Si asumimos que el escenario más grave de desplazamiento se refleja en la movilidad forzada de familias y, además, que alguna parte de ese flujo arriba a las ciudades fronterizas del norte intentando refugio en los Estados Unidos, puede construirse un observatorio –incompleto, pero significativo– sobre esta grave crisis, utilizando los datos de la autoridad migratoria del país vecino.
Hasta el mes de abril del año 2019 y durante los años previos, mensualmente alrededor de 2 mil personas mexicanas –en grupo familiar– intentaron un cruce irregular o solicitud de refugio en la frontera sur de los Estados Unidos. La cifra ya era importante y sintomática de alguna situación compleja en México, pero esencialmente describía una dinámica habitual, “normal”, de las relaciones familiares de la población mexicana en uno y otro país. Esta tendencia se alteró profundamente entre los meses de mayo y septiembre del 2019: la escala de personas en grupo familiar ascendió hasta más de 6 mil, superando por tres veces el promedio de meses previos y rompiendo la inercia de toda una época.
La coyuntura de parálisis económica y social impuesta por el covid-19 contuvo temporalmente la movilidad de personas en grupo familiar. Pero a partir de abril del año 2021 los movimientos retomaron su impulso y volvieron a crecer mes con mes. El pasado mayo de 2023 la cifra ascendió a casi 13 mil personas, superando varias veces al promedio “normal” de los años 2018 y anteriores.

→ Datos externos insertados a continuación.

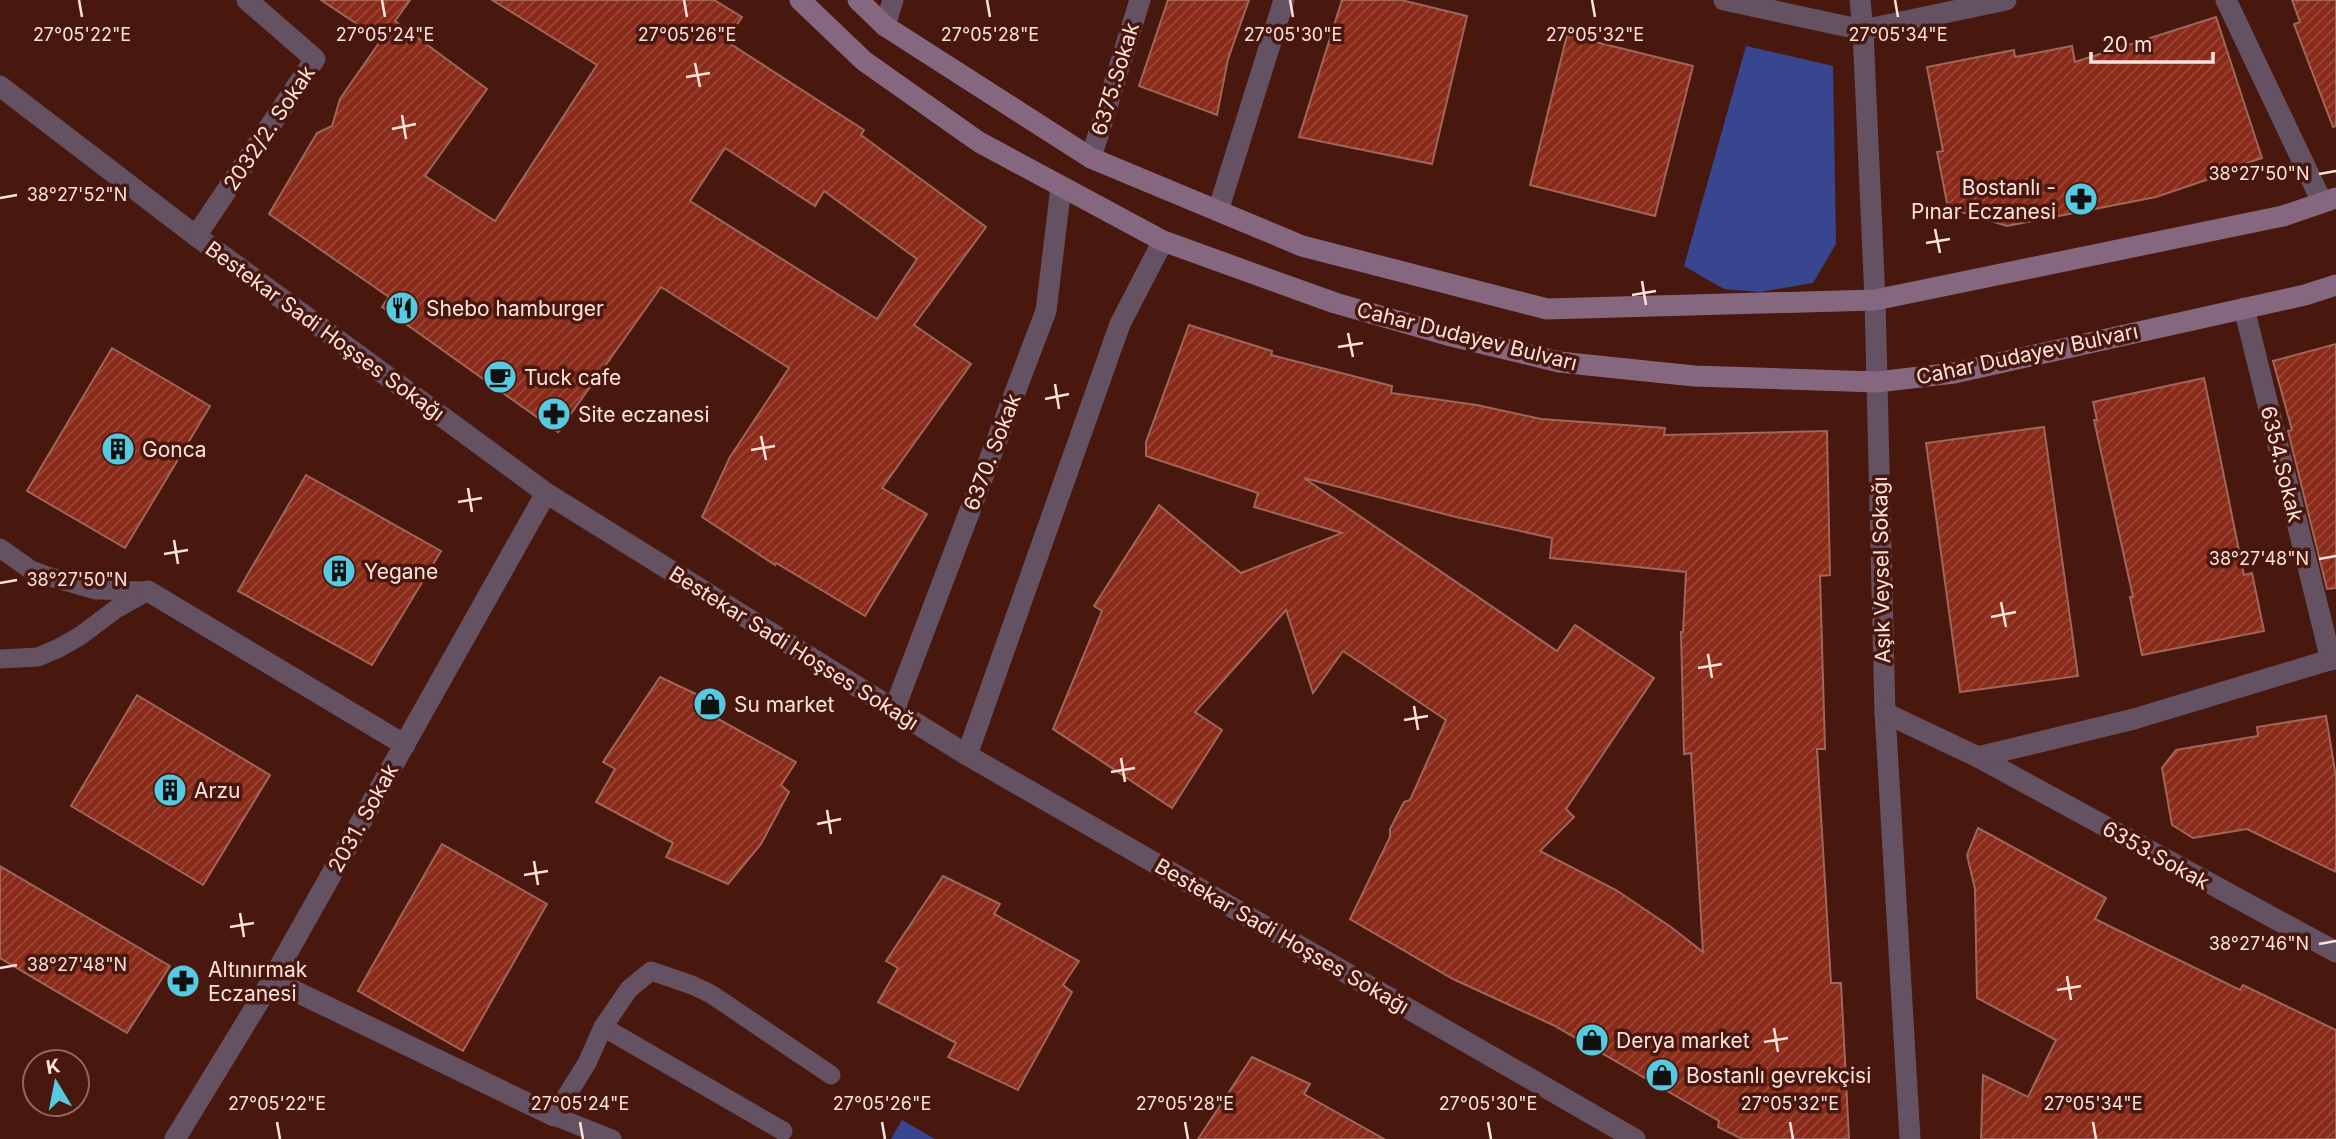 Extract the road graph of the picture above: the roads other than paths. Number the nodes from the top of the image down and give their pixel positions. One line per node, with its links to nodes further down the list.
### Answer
1 (247, 0): 18 (street, 2032/2. Sokak)
2 (800, 0): 15 (main road, Cahar Dudayev Bulvarı)
3 (858, 0): 11 (main road)
4 (892, 0): 11 (street)
5 (1140, 0): 14 (street, 6375.Sokak)
6 (1284, 0): 17 (street)
7 (1724, 0): 12 (street)
8 (1860, 0): 12 (street, Aşık Veysel Sokağı)
9 (2006, 0): 12 (street)
10 (2225, 0): 16 (street)
11 (885, 26): 14 (main road)
12 (1863, 30): 21 (street, Aşık Veysel Sokağı)
13 (0, 86): 18 (street, Bestekar Sadi Hoşses Sokağı)
14 (1091, 158): 17 (main road)
15 (1061, 187): 19 (main road, Cahar Dudayev Bulvarı); 29 (street, 6370. Sokak)
16 (2329, 200): 21 (main road)
17 (1218, 211): 21 (main road)
18 (196, 236): 24 (street, Bestekar Sadi Hoşses Sokağı)
19 (1163, 241): 23 (main road, Cahar Dudayev Bulvarı); 32 (street)
20 (2336, 285): 22 (main road, Cahar Dudayev Bulvarı)
21 (1875, 300): 23 (street, Aşık Veysel Sokağı)
22 (2244, 308): 23 (main road, Cahar Dudayev Bulvarı); 28 (street, 6354.Sokak)
23 (1877, 382): 30 (street, Aşık Veysel Sokağı)
24 (546, 493): 29 (street, Bestekar Sadi Hoşses Sokağı); 31 (street, 2031. Sokak)
25 (0, 548): 26 (lane)
26 (148, 591): 27 (lane); 31 (street)
27 (0, 659)
28 (2333, 659): 33 (street)
29 (894, 710): 32 (street, Bestekar Sadi Hoşses Sokağı)
30 (1885, 713): 33 (street, 6353.Sokak); 43 (street, Aşık Veysel Sokağı)
31 (405, 745): 35 (street, 2031. Sokak)
32 (967, 755): 42 (street, Bestekar Sadi Hoşses Sokağı)
33 (1978, 757): 34 (street, 6353.Sokak)
34 (2336, 952)
35 (272, 980): 38 (street); 40 (street, 2031. Sokak)
36 (603, 1027): 37 (lane); 38 (lane); 39 (lane)
37 (831, 1074)
38 (554, 1116): 41 (lane)
39 (783, 1131)
40 (175, 1139)
41 (612, 1139)
42 (1635, 1139)
43 (1910, 1139)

Comparando el número actual con la tendencia de años previos puede estimarse que más de 10 mil personas mensualmente arriban ahora a la frontera de los Estados Unidos, en grupo familiar, constituyendo una “sobre tasa” del flujo “normal” que caracterizaba al periodo previo.
Hacia el día de hoy, entonces, alrededor de 10 mil mexicanas y mexicanos se movilizan en familia hacia el norte, mensualmente. De ese tamaño puede estimarse el desplazamiento forzado que llega a la frontera norte y que sin mayor dificultad podemos correlacionar con los efectos del crimen y la violencia. No es casualidad que los lugares de origen sean Michoacán, Guerrero, Zacatecas, Oaxaca y Chiapas, entre los principales, como puede corroborarse en los albergues de la generosa sociedad civil fronteriza.
Por supuesto, no está aquí representada la totalidad del desplazamiento forzado que ocurre en el país, pues deben sumarse otros destinos que toman las víctimas. Sólo esbozamos un cuadro, un dramático fragmento del desplazamiento de personas derivado del crimen, la impunidad y las indolencias gubernamentales. Las cifras mostradas son de magnitud muy considerable, pero sin duda la crisis es mucho mayor a pesar de que el gobierno la ignore y cierre los ojos: ¨no lo veo, luego entonces, no existe¨.
Profesor del PUED/UNAM. Excomisionado del INM.